Keputusan MK ini juga menegaskan bahwa hukum Tuhan yang lebih banyak menyangkut iman pribadi (yang seharusnya dikumandangkan di tempat ibadah) dijadikan sebagai hukum publik yang tentu sangat berbahaya, karena bisa menuju ke totalitarianisme, yakni: negara mengatur semua aspek kehidupan, tidak hanya kehidupan publik, tetapi juga kehidupan pribadi termasuk ihwal bagaimana seseorang harus beriman. Orang tidak lagi bisa beriman sesuai dengan keyakinan pribadinya sendiri, melainkan harus beriman sesuai dengan dalil dan hukum Tuhan yang dianggap baku, yang diakui dan diterapkan oleh negara. Negara bisa saja akan lebih disibukkan untuk mengurusi iman seseorang sesuai dengan dalil agama tertentu, daripada mengurusi masalah negara dan bangsa yang lebih penting yaitu kesejahteraan dan perdamaian dalam masyarakat yang tidak bisa dipungkiri memang majemuk. Dengan keputusan MK ini, orang Indonesia yang baik dan cinta damai tapi punya iman dan keyakinan teguh yang tidak lazim/melenceng akan menderita diskriminasi atau bahkan dihukum, sedangkan orang yang tidak cinta damai atau bahkan suka berbuat onar, tapi mengikuti dalil agama yang baku, akan merasa lebih memiliki kekuasaan dan tidak akan dihukum.

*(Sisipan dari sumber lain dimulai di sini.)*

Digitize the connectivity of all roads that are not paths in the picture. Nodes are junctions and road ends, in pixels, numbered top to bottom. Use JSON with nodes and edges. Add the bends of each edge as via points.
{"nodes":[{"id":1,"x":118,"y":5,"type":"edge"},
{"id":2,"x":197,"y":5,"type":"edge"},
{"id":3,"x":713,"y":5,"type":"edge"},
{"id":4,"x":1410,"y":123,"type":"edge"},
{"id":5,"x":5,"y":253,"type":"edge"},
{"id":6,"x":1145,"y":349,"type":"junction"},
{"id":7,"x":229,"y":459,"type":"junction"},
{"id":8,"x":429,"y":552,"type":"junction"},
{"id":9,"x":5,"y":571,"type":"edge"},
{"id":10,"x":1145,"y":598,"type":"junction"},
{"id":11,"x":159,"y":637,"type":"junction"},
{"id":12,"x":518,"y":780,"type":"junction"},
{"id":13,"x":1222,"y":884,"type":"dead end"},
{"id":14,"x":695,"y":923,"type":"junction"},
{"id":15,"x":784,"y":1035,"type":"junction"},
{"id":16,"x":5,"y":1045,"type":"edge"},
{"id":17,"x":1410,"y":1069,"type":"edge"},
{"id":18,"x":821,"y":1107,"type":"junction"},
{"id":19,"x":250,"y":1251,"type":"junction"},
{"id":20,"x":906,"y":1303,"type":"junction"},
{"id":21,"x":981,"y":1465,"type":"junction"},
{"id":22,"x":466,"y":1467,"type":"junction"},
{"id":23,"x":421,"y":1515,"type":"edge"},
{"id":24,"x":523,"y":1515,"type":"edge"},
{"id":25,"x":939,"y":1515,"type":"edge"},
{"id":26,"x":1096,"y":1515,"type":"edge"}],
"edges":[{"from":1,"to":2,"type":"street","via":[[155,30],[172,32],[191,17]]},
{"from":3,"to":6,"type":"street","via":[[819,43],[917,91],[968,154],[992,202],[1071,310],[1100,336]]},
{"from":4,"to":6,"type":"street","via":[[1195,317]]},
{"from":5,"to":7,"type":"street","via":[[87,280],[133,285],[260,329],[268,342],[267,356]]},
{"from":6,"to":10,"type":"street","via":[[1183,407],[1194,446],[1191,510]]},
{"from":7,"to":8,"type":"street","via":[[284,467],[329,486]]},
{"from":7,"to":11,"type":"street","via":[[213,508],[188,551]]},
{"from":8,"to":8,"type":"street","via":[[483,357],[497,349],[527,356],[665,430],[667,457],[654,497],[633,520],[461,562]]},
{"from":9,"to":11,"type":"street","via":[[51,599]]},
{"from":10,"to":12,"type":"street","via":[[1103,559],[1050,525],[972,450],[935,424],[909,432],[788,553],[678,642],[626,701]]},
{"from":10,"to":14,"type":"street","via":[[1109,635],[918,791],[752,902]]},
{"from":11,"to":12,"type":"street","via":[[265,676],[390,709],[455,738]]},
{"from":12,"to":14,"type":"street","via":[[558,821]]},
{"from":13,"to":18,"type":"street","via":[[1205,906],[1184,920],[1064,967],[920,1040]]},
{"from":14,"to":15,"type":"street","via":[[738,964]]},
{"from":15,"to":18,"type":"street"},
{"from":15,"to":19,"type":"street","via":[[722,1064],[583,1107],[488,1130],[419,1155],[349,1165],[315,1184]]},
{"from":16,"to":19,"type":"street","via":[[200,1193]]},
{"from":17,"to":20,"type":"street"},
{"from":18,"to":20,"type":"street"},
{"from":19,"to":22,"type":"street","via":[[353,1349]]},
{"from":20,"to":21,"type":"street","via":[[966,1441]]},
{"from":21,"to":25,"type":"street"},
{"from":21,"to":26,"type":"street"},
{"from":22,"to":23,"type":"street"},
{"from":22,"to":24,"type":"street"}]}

Yang ketiga, keputusan MK menegaskan kembali berlakunya ketidakadilan negosiasi dan perang wacana yang penting bagi pembentukan norma, peraturan, dan undang-undang yang seharusnya partisipatif, konvensional, dan adil, serta kematian “civil discourse” yang mengampanyekan pemberdayaan kebebasan berbeda keyakinan dan pendapat. Kenapa perlu ada negosiasi dan perang wacana? Setiap kelompok manusia atau bangsa merdeka dan demokratis punya norma kehidupan dan aturan yang merupakan hasil negosiasi dan perdebatan (langsung maupun tidak langsung) dari pihak-pihak yang merepresentasikan berbagai kelompok masyarakat yang berbeda. UU No 1/PNPS/1965 tentang Larangan Penodaan Agama juga adalah hasil negosiasi pada zaman Soekarno, dan negosiasi serta perdebatan dalam setiap masyarakat selalu diperlukan karena hidup manusia berubah dan berkembang sesuai dengan kebutuhan dan tuntutan baru untuk bisa mencapai hidup yang lebih nyaman, damai, dan sejahtera.
Dalam setiap negosiasi atau perang wacana, seharusnya semua pihak mempunyai hak yang setara, di mana masing-masing pihak bisa mengajukan pendapat dan argumentasi, rasionalisasi, dan justifikasi tanpa rasa takut atau tekanan dari pihak manapun. Tetapi kenyataannya, banyak kecenderungan negosiasi dan perang wacana ini menjadi tidak setara, terutama kalau yang terlibat dalam proses negosiasi memakai dalil agama tanpa rasionalisasi dan tanpa penggunaan “common sense”, di mana argumentasi rasional sering dikalahkan.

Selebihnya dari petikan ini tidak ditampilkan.